Pertumbuhan itu turun dari perkiraan sebelumnya yang sebesar 3 persen pada 2020. Dia melihat hal itu terjadi karena ada gangguan global supply chain dan perlambatan pertumbuhan di negara-negara maju termasuk Amerika Serikat dan beberapa negara.

Menteri Keuangan Sri Mulyani Indrawati memprediksi skenario terburuk pertumbuhan ekonomi Indonesia di tengah penyebaran virus corona bisa di level 2,5-0%.

Hal itu diungkapkannya usai hasil rapat terbatas (ratas) mengenai kebijakan moneter dan fiskal menghadapi dampak ekonomi pandemi global covid-19 melalui video conference dikutip dari akun Sekretariat Negara, Jumat (20/3/2020).

"Di Kemenkeu buat beberapa seknario, katakan jika skenario durasi covid berapa lama, berapa bulan, dan kemungkinan terjadi pergerakan yang dipersempit dan jika terjadi lockdown," kata Sri Mulyani.

Skenario yang dibuat Kementerian Keuangan juga memasukkan aspek seperti perdagangan internasional, penurunan harga minta mentah dunia, penerbangan, okupansi kamar hotel, ketersediaan bahan pokok dan kesehatan, hingga terjadinya pemutusan hubungan kerja (PHK), serta terjadi lokcdown.

Menurut dia kalau semua aspek terjadi, maka pertumbuhan ekonomi Indonesia akan berada di level 2,5% bahkan di level 0%.

Skenario perdagangan internasional dengan RRT dan negara lain, dan penerbangan dan hotel dan konsumsi RT dan terutama konsumsi bahan pokok dan kesehatan . Kemungkinan terjadi disrupsi tenaga kerja dan pengurangan tenaga kerja.

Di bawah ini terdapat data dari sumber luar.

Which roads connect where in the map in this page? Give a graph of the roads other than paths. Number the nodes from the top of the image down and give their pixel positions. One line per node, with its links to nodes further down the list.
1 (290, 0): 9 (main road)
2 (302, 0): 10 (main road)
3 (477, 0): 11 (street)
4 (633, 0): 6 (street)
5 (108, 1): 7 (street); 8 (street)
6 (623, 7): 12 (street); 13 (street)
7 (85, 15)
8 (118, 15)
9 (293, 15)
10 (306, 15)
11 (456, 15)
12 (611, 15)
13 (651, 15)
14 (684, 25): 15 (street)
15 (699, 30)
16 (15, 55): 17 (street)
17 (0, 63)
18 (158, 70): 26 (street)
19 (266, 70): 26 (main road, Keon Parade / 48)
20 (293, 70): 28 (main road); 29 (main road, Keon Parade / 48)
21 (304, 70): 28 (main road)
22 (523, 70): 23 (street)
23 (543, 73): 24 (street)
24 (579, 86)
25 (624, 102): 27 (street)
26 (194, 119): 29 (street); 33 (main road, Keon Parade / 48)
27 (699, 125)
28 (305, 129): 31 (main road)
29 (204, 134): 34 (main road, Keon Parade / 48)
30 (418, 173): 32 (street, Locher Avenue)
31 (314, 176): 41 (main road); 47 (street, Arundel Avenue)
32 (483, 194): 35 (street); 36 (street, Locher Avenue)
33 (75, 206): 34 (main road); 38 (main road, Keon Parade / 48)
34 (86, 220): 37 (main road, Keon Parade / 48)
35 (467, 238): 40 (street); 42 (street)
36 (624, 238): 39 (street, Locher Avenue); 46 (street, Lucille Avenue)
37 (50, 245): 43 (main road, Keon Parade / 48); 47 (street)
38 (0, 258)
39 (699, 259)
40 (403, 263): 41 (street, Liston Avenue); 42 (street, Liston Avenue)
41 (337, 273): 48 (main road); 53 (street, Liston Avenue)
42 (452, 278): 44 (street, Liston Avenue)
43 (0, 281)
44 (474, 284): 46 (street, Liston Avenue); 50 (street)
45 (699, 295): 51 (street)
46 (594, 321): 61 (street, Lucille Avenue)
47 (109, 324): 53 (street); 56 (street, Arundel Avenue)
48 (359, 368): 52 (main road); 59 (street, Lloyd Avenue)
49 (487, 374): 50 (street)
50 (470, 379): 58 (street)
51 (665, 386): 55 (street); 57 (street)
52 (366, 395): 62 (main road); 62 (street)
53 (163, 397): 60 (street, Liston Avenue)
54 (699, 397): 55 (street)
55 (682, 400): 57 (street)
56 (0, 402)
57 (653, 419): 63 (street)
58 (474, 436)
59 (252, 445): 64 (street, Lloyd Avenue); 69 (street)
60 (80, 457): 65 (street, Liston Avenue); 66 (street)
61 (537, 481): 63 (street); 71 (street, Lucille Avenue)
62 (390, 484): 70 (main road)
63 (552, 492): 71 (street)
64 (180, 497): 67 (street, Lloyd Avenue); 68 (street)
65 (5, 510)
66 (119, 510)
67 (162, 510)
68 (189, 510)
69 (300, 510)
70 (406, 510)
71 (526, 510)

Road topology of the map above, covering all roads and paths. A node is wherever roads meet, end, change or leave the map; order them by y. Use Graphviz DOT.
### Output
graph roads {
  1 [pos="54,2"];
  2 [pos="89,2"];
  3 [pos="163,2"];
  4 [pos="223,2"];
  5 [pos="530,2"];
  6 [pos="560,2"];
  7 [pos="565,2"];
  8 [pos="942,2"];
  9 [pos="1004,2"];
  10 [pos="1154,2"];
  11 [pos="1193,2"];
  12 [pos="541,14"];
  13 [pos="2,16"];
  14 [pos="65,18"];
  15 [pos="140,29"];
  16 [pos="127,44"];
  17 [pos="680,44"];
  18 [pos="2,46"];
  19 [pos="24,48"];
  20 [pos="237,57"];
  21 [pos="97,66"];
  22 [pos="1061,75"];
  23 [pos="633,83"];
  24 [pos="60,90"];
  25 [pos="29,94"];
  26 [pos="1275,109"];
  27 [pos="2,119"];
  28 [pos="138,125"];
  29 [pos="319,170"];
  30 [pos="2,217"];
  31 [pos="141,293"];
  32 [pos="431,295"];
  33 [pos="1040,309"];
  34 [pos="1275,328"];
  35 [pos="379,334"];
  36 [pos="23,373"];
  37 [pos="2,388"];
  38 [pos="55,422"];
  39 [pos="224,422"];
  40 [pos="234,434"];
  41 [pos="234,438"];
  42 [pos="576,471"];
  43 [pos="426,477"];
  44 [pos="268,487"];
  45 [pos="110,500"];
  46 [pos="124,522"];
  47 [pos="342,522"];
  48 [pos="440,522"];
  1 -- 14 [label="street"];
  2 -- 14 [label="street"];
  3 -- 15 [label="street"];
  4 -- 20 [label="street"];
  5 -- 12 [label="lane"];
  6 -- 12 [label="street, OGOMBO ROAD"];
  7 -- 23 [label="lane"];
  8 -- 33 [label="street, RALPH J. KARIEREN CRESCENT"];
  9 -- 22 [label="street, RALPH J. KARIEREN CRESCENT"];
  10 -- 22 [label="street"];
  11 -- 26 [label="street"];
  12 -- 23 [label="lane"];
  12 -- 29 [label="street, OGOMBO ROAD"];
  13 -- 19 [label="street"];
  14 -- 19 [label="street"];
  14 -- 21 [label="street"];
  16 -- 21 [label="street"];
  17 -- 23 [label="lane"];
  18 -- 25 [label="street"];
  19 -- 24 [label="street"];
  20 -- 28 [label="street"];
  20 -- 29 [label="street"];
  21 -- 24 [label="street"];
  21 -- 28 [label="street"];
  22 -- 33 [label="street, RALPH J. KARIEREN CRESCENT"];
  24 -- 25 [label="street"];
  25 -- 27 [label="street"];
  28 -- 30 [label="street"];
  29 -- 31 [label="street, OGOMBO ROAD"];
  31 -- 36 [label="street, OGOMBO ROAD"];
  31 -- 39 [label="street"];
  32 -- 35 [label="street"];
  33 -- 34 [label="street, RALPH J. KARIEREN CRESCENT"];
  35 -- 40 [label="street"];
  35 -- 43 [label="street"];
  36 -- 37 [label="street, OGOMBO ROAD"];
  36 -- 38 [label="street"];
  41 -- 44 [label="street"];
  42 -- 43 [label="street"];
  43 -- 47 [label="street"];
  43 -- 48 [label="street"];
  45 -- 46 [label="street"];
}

"Jika masalah jauh lebih berat dan durasi COVID lebih dari 3-6 bulan dan terjadi lockdown dan perdagangan internasional drop di bawah 30%, sampai dengan tadi beberapa penerbangan drop 75% hingga 100%, maka skenario bisa menjadi lebih dalam pertumbuhan ekonomi bisa 2,5-0%," jelasnya.

Meski demikian, Mantan Direktur Pelaksana Bank Dunia ini mengaku belum bisa menyampaikan secara pasti skenario yang pas untuk mengatasi kondisi virus corona saat ini seperti apa.

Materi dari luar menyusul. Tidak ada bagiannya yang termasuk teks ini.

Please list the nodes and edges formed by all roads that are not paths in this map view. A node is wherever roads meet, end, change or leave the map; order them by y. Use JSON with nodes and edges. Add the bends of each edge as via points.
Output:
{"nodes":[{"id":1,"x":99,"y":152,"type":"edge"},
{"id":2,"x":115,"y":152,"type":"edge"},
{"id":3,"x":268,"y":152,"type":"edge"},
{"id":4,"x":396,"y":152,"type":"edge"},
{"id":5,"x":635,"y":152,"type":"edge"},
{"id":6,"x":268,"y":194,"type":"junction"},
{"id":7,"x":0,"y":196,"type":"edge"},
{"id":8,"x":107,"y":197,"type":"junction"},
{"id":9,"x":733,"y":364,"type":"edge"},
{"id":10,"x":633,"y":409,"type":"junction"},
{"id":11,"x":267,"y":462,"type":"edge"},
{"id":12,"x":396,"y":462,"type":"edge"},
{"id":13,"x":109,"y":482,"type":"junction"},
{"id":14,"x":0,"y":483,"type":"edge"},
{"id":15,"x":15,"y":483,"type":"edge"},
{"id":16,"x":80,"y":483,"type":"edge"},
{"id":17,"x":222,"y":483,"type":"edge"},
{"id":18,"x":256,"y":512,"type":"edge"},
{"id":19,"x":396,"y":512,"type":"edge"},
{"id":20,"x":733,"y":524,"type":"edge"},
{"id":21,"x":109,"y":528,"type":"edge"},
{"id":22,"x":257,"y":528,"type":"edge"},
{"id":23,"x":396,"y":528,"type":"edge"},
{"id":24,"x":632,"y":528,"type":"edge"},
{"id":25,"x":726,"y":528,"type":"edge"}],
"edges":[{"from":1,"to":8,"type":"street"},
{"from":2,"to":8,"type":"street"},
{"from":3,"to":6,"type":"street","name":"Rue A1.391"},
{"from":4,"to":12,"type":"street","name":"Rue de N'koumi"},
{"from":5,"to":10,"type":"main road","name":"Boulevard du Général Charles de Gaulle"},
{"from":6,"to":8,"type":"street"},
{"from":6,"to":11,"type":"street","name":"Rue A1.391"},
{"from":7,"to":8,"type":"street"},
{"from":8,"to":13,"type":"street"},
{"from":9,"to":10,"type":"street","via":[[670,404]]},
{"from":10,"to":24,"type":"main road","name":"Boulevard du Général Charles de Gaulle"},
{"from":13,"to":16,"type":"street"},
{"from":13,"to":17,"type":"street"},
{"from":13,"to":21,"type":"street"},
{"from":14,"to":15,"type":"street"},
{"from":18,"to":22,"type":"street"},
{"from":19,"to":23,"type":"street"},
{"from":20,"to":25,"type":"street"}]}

Menurut dia, pemerintah masih tetap akan menjaga pertumbuhan ekonomi di atas 4% melalui stimulus yang sudah diterbitkan, baik dari fiskal, moneter, maupun sektor keuangan.

"Kami nggak berharap itu terjadi makanya safety nett dan mendukung sektor usaha berjalan harus dilakukan. Ini fokus yang kami lakukan dengan Menko, BI, OJK untuk bisa bantu maksimal ke mereka," ungkapnya.

Tulisan opini ini dikutip dari berbagai sumber.